Well, that couldn't happen. September 11, 2001 is still fresh in all our memories; the war in Iraq is ongoing, regardless of any turnovers of sovereignty -- whatever that means considering that nearly 140,000 American troops are still there; and the myriad of issues addressed in this film, whether one agrees with Moore's take on them or not, are at the forefront of everything we as American citizens – and more importantly voters, because history proves that while all the latter must be the former, the opposite is hardly true – need to investigate and contemplate between now and November 2, 2004.
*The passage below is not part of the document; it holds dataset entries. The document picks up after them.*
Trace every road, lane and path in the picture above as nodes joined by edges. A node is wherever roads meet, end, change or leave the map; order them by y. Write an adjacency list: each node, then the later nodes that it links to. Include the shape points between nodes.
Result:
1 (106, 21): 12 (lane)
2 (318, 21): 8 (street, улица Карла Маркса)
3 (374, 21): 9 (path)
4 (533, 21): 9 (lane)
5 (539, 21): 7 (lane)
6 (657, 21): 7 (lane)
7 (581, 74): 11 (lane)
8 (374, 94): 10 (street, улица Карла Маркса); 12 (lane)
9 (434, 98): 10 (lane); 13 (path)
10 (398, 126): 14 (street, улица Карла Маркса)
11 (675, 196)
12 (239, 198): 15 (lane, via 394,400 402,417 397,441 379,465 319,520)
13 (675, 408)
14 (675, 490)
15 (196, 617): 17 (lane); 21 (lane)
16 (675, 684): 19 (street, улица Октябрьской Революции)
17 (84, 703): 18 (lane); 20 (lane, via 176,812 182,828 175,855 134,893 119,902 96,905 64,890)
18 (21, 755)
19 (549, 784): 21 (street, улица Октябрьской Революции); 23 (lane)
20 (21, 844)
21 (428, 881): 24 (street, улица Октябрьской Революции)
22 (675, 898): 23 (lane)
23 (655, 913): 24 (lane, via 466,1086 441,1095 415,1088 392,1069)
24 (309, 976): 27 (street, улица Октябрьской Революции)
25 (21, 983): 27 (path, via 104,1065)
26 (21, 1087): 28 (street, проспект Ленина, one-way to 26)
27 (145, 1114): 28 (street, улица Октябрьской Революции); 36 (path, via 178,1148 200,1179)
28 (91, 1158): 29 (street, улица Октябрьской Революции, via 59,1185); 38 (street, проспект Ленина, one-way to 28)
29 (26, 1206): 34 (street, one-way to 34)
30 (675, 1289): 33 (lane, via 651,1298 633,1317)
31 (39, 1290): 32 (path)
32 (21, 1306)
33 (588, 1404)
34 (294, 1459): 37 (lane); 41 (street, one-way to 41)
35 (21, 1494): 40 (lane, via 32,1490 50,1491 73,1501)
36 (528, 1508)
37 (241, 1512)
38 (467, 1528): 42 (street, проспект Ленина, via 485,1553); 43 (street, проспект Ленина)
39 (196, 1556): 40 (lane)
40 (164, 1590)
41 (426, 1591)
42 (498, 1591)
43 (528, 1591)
Still, I want to try to address the filmmaking, because the technique and artistry utilized by Moore is brilliant. I'm sorry to say I completely disagree with Filmbrain's assessment in which he says "Moore hasn't created an aesthetic around his message." Of course he has. His very ability to manipulate the laughs and tears from the audience comes from this aesthetic. Deliberately juxtaposing Bush-isms with contrary images or recreating the opening credits of Bonanza while replacing Lorne Greene, Michael Landon, Pernell Roberts and Dan Blocker with Bush, Rumsfeld, Cheney and British Prime Minister Tony Blair is most definitely creating an aesthetic and not just a montage. His hysterical presentation of selected members of the "Coalition of the Willing" does the same thing
But so what? That's what filmmakers do. All filmmakers, I would argue. And in fact, all filmmakers with a point to get across propagandize, whether they are documenatarians or fictional storytellers. The word "propaganda" carries a negative connotation these days due to how propaganda has often been used but that is not really a part of its definition. According to Merriam-Webster, "propaganda" carries the following three definitions:
- capitalized: a congregation of the Roman curia having jurisdiction over missionary territories and related institutions
- the spreading of ideas, information, or rumor for the purpose of helping or injuring an institution, a cause, or a person
- ideas, facts, or allegations spread deliberately to further one's cause or to damage an opposing cause; also : a public action having such an effect
Excluding the first, the other two indicate that propaganda is really committed by every pundit, every op-ed columnist, every documentary filmmaker, and every politician who has an argument and seeks to prove it. The very thought of Robert Novak or Rush Limbaugh calling Moore's film propaganda without acknowledging that everything they comment on is simply laughable. And it's true on both sides of the coin. An opinion seems to become propaganda only once the person reading or listening to it does not agree with its concepts. And everything the Bush administration tells us is "propaganda," but I don't mean that as a criticism. It is a simple fact. Kerry's entire campaign is propaganda as well because propaganda is how you win an election.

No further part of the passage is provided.